Nim has survived the explosion at Xija Station and Lazaro, calm malevolence that he is, goes to work on him. There’s blood and there’s pain and this show doesn’t shirk from it. For all the fun and games, there’s real distress on Vagrant Queen and the scene with Nim is an example of that. In the end, with a blood-stained Lazaro standing over him with the face of calm evil, Nim grabs a knife and impales himself in the neck.
And while Lazaro makes some off-handed snarky comment about loyalty, it’s clear that Elida won’t be able to avoid facing her royal lineage for long. There are creatures out there whose fealty to her family are very real and they are ready to die for her. Amidst the fun and offbeat humor of this show, there’s a level of seriousness that needs to be respected and enjoyed.
It’s clear Lazaro feels that killing Elida is a personal thing. When ordered home by the admirals, he does what narcissistic committed nutty bad guys do – ignores the orders and strikes out on his own to finish the job. There’s got to be more backstory to Lazaro’s obsession with Elida and ending the royal bloodline. I’m hoping we get some more clarity to that situation. Or, he’s just a committed evil person with delusions of grandeur.
Speaking of backstory, we also discover what brought Isaac and Elida together as scavenger partners, and what ultimately drove a wedge (and a blaster shot to Elida’s leg) between them. It’s a great moment where both are right and wrong. Isaac and Elida’s motivations are much different and the discovery by Isaac that she is the queen sets them off into wildly different paths. It was interesting to me to see how both struggled to fully understand what the other felt in that moment. On the planet Varook, it all came out and Elida left Isaac on the ground while she stole the Winnipeg. Hey, let’s be honest here…she stole Isaac’s ship, baby.
But through all the struggles, the band is getting back together – and adding a few more instruments. The search for Elida’s mom (if that’s the truth) has begun and the chase is on with Lazaro in hot pursuit. We’ve also got the royal loyalists still on Elida’s trail so they can “save” her and the monarchy. Those two are a fun duo, but it should be interesting to see how that all shakes out. Elida’s past and present are sure to collide at some point – and we’ll see who is being honest and who is not.

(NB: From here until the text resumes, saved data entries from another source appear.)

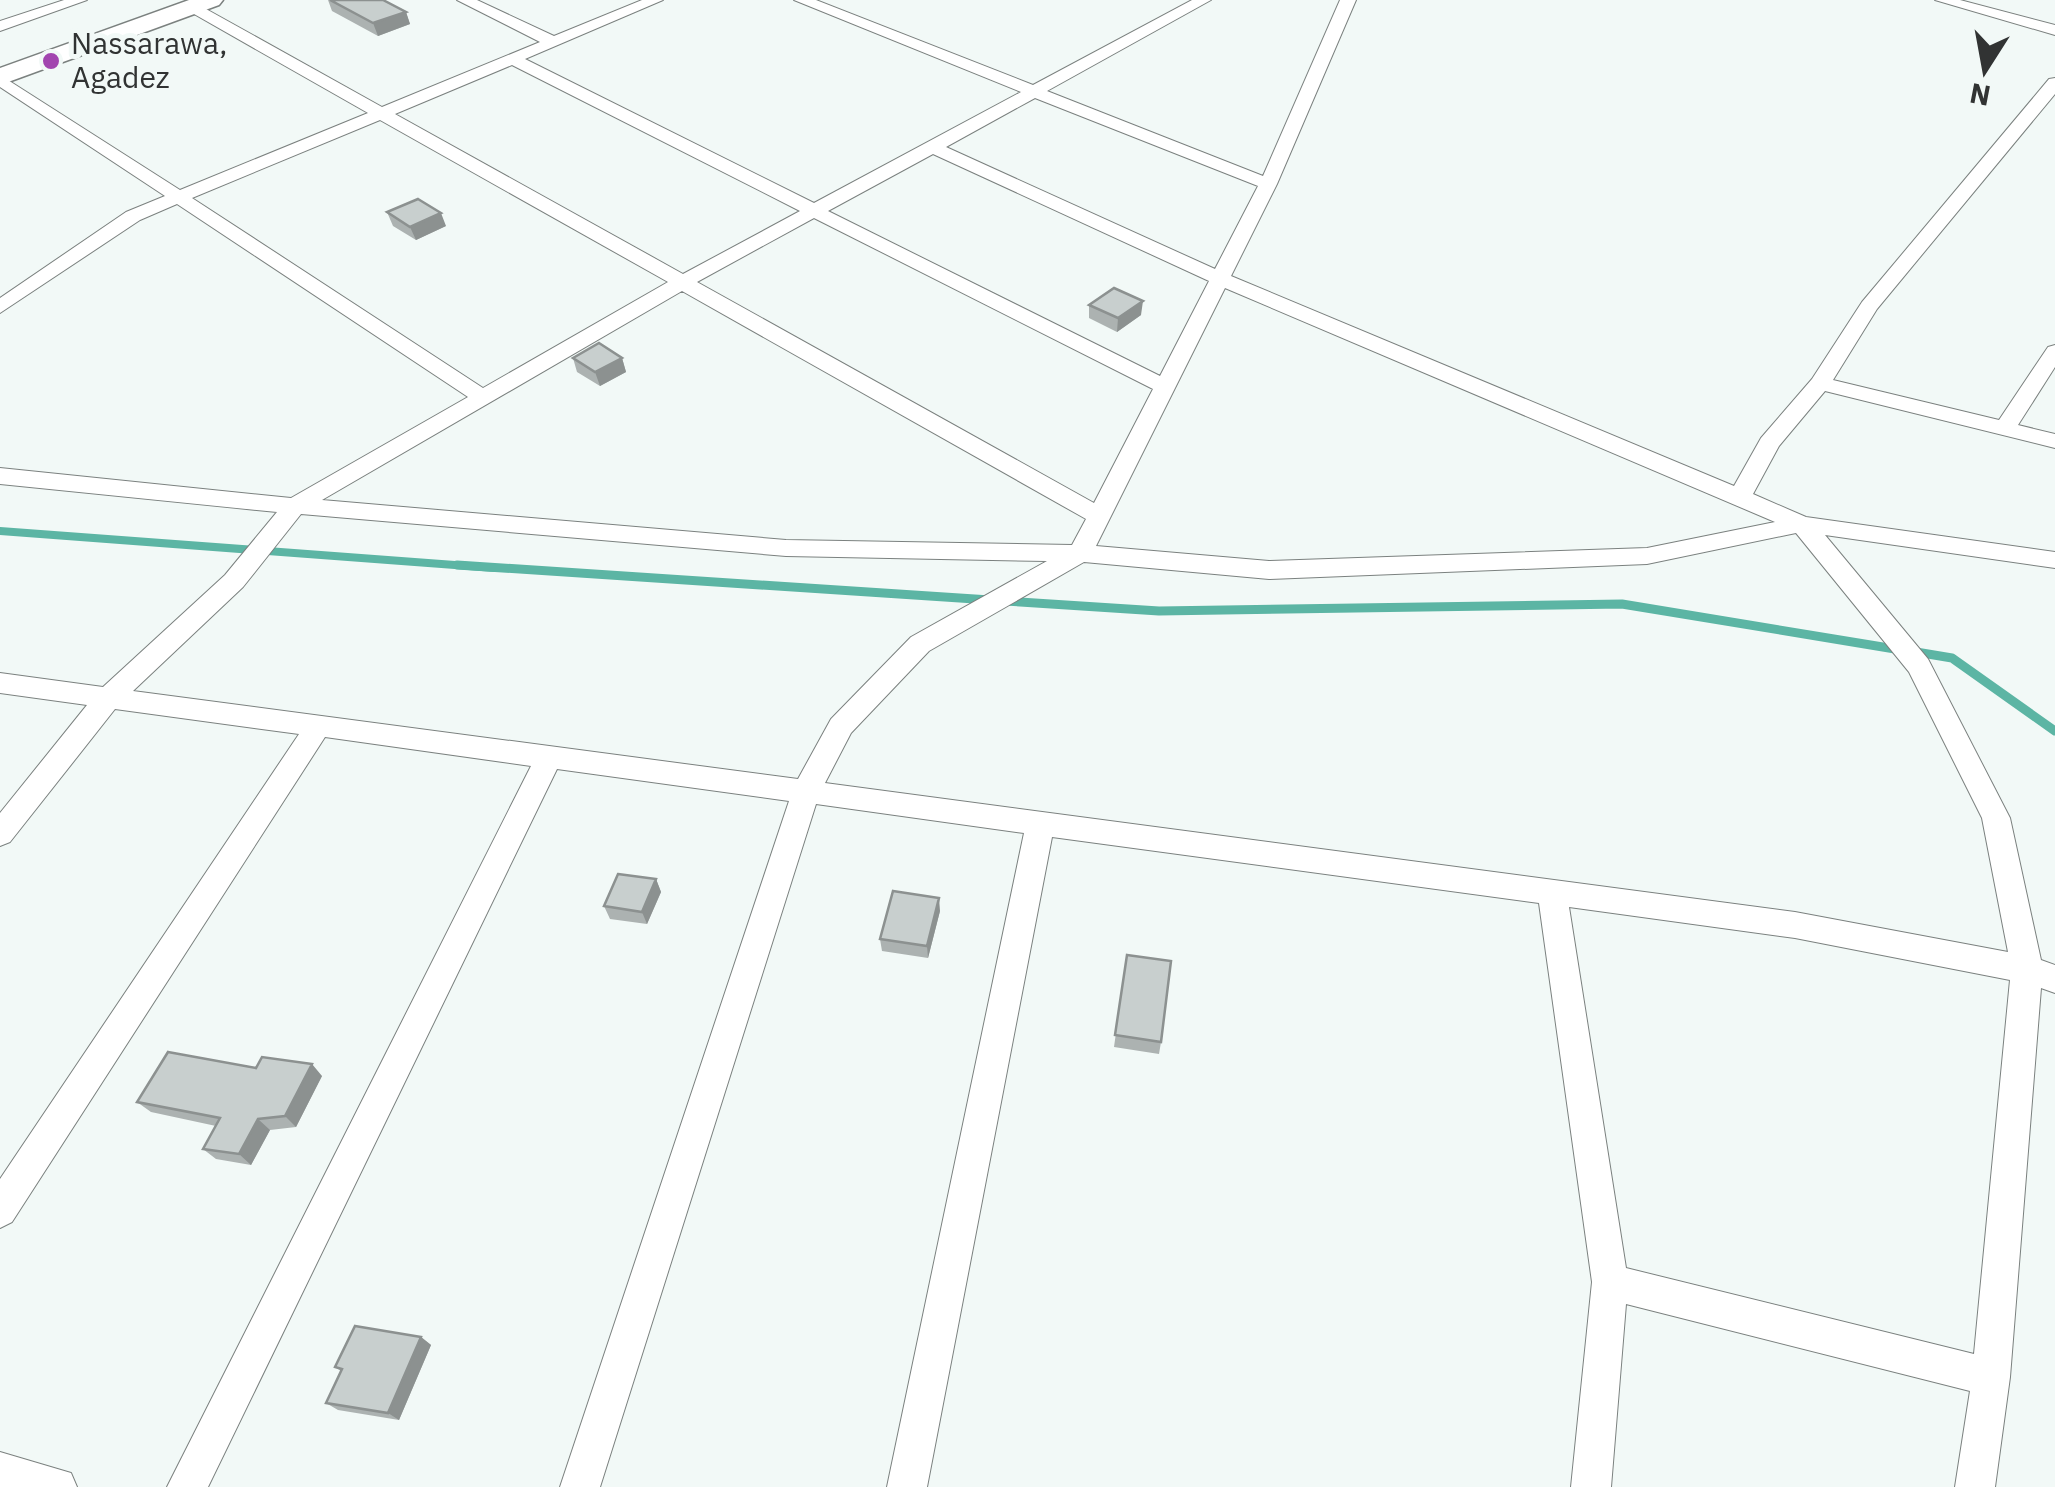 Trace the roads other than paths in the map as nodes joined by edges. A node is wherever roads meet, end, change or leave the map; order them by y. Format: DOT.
graph roads {
  1 [pos="79,0"];
  2 [pos="465,0"];
  3 [pos="655,0"];
  4 [pos="802,0"];
  5 [pos="1202,0"];
  6 [pos="1348,0"];
  7 [pos="1944,0"];
  8 [pos="189,2"];
  9 [pos="0,26"];
  10 [pos="2055,30"];
  11 [pos="553,42"];
  12 [pos="512,59"];
  13 [pos="0,66"];
  14 [pos="0,78"];
  15 [pos="2055,83"];
  16 [pos="1032,93"];
  17 [pos="381,113"];
  18 [pos="932,147"];
  19 [pos="1268,184"];
  20 [pos="178,197"];
  21 [pos="815,211"];
  22 [pos="1219,278"];
  23 [pos="683,282"];
  24 [pos="0,307"];
  25 [pos="2055,350"];
  26 [pos="1820,384"];
  27 [pos="1165,386"];
  28 [pos="484,398"];
  29 [pos="2004,429"];
  30 [pos="2055,441"];
  31 [pos="0,476"];
  32 [pos="1740,496"];
  33 [pos="295,506"];
  34 [pos="1099,516"];
  35 [pos="1802,524"];
  36 [pos="1080,553"];
  37 [pos="2055,560"];
  38 [pos="0,683"];
  39 [pos="109,698"];
  40 [pos="319,725"];
  41 [pos="550,756"];
  42 [pos="806,792"];
  43 [pos="1040,823"];
  44 [pos="0,834"];
  45 [pos="1552,892"];
  46 [pos="2027,969"];
  47 [pos="2055,979"];
  48 [pos="0,1210"];
  49 [pos="1610,1282"];
  50 [pos="1990,1377"];
  51 [pos="0,1472"];
  52 [pos="56,1487"];
  53 [pos="187,1487"];
  54 [pos="580,1487"];
  55 [pos="907,1487"];
  56 [pos="1590,1487"];
  57 [pos="1975,1487"];
  1 -- 9 [label="street"];
  2 -- 11 [label="street"];
  3 -- 11 [label="street"];
  4 -- 16 [label="street"];
  5 -- 16 [label="street"];
  6 -- 19 [label="street"];
  7 -- 10 [label="street"];
  8 -- 13 [label="main road"];
  8 -- 14 [label="main road"];
  8 -- 17 [label="street"];
  11 -- 12 [label="street"];
  12 -- 17 [label="street"];
  12 -- 21 [label="street"];
  14 -- 20 [label="street"];
  15 -- 26 [label="street"];
  16 -- 18 [label="street"];
  16 -- 19 [label="street"];
  17 -- 20 [label="street"];
  17 -- 23 [label="street"];
  18 -- 21 [label="street"];
  18 -- 22 [label="street"];
  19 -- 22 [label="street"];
  20 -- 24 [label="street"];
  20 -- 28 [label="street"];
  21 -- 23 [label="street"];
  21 -- 27 [label="street"];
  22 -- 27 [label="street"];
  22 -- 32 [label="street"];
  23 -- 28 [label="street"];
  23 -- 34 [label="street"];
  25 -- 29 [label="street"];
  26 -- 29 [label="street"];
  26 -- 32 [label="street"];
  27 -- 34 [label="street"];
  28 -- 33 [label="street"];
  29 -- 30 [label="street"];
  31 -- 33 [label="street"];
  32 -- 35 [label="street"];
  33 -- 36 [label="street"];
  33 -- 39 [label="street"];
  34 -- 36 [label="street"];
  35 -- 36 [label="street"];
  35 -- 37 [label="street"];
  35 -- 46 [label="street"];
  36 -- 42 [label="street"];
  38 -- 39 [label="street"];
  39 -- 40 [label="street"];
  39 -- 44 [label="street"];
  40 -- 41 [label="street"];
  40 -- 48 [label="street"];
  41 -- 42 [label="street"];
  41 -- 53 [label="street"];
  42 -- 43 [label="street"];
  42 -- 54 [label="street"];
  43 -- 45 [label="street"];
  43 -- 55 [label="street"];
  45 -- 46 [label="street"];
  45 -- 49 [label="street"];
  46 -- 47 [label="street"];
  46 -- 50 [label="street"];
  49 -- 50 [label="street"];
  49 -- 56 [label="street"];
  50 -- 57 [label="street"];
  51 -- 52 [label="street"];
} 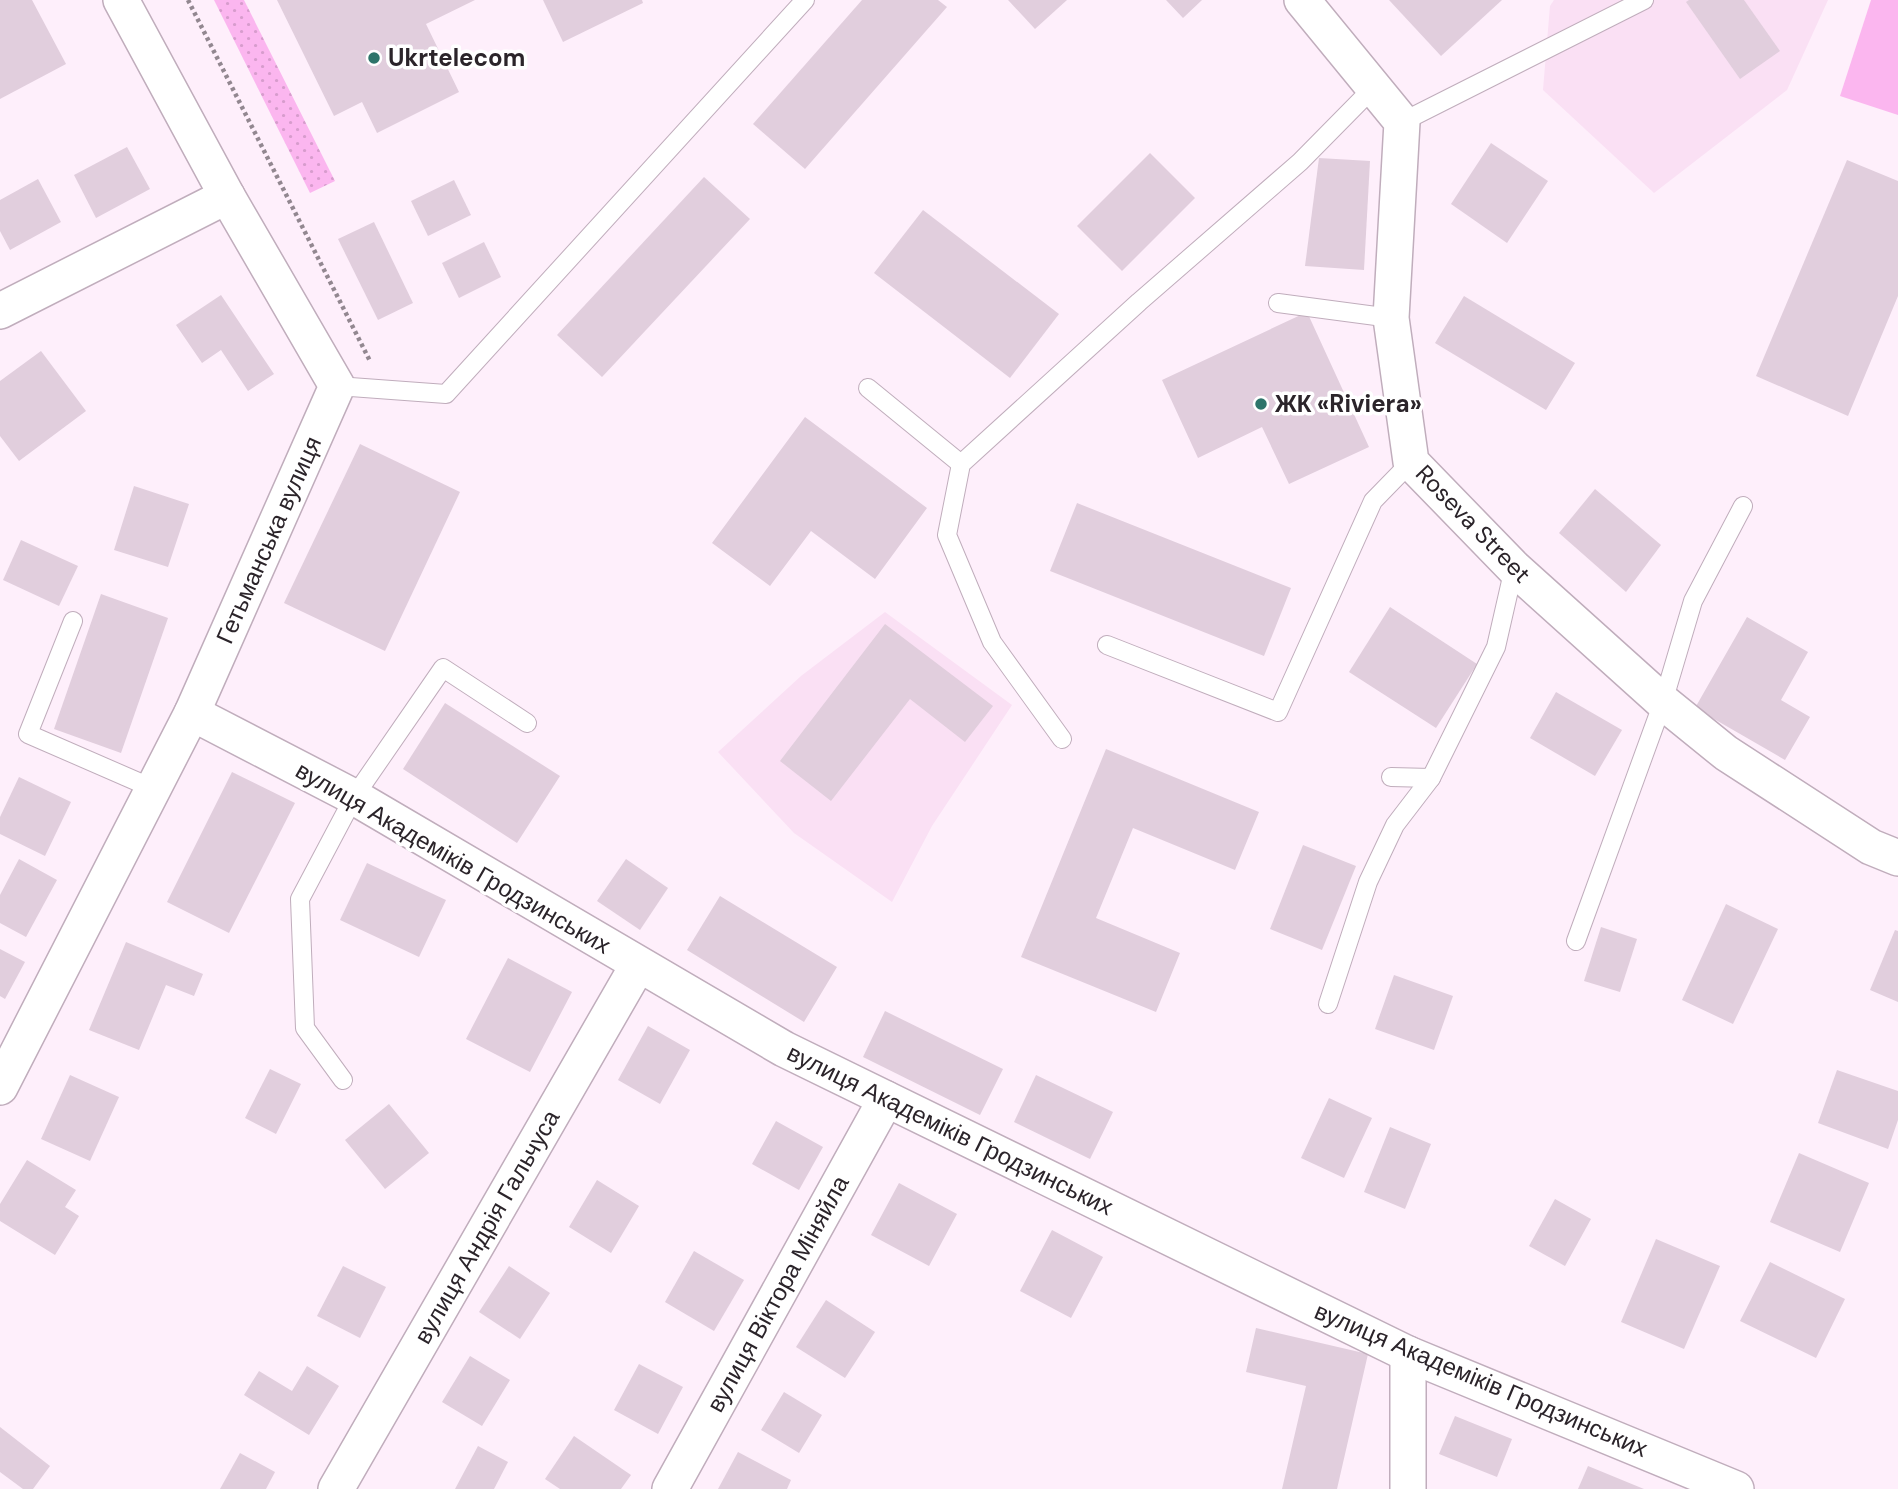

I always view new shows through the lens of “the rule of three.” I feel that a new show needs at least three episodes to kind of set the stage, introduce the main players and offer enough to hook me in. I’m happy to say that two episodes into Vagrant Queen, I’m feeling a fun and quirky sci-fi vibe with this show. Yes, it won’t be everyone’s cup of tea, but from my perspective, as a fan of Firefly, The Expanse, The Orville, Killjoys, and others, this show dials into a unique niche that no show I can think of fits into right now. So, let’s see where it takes us, shall we?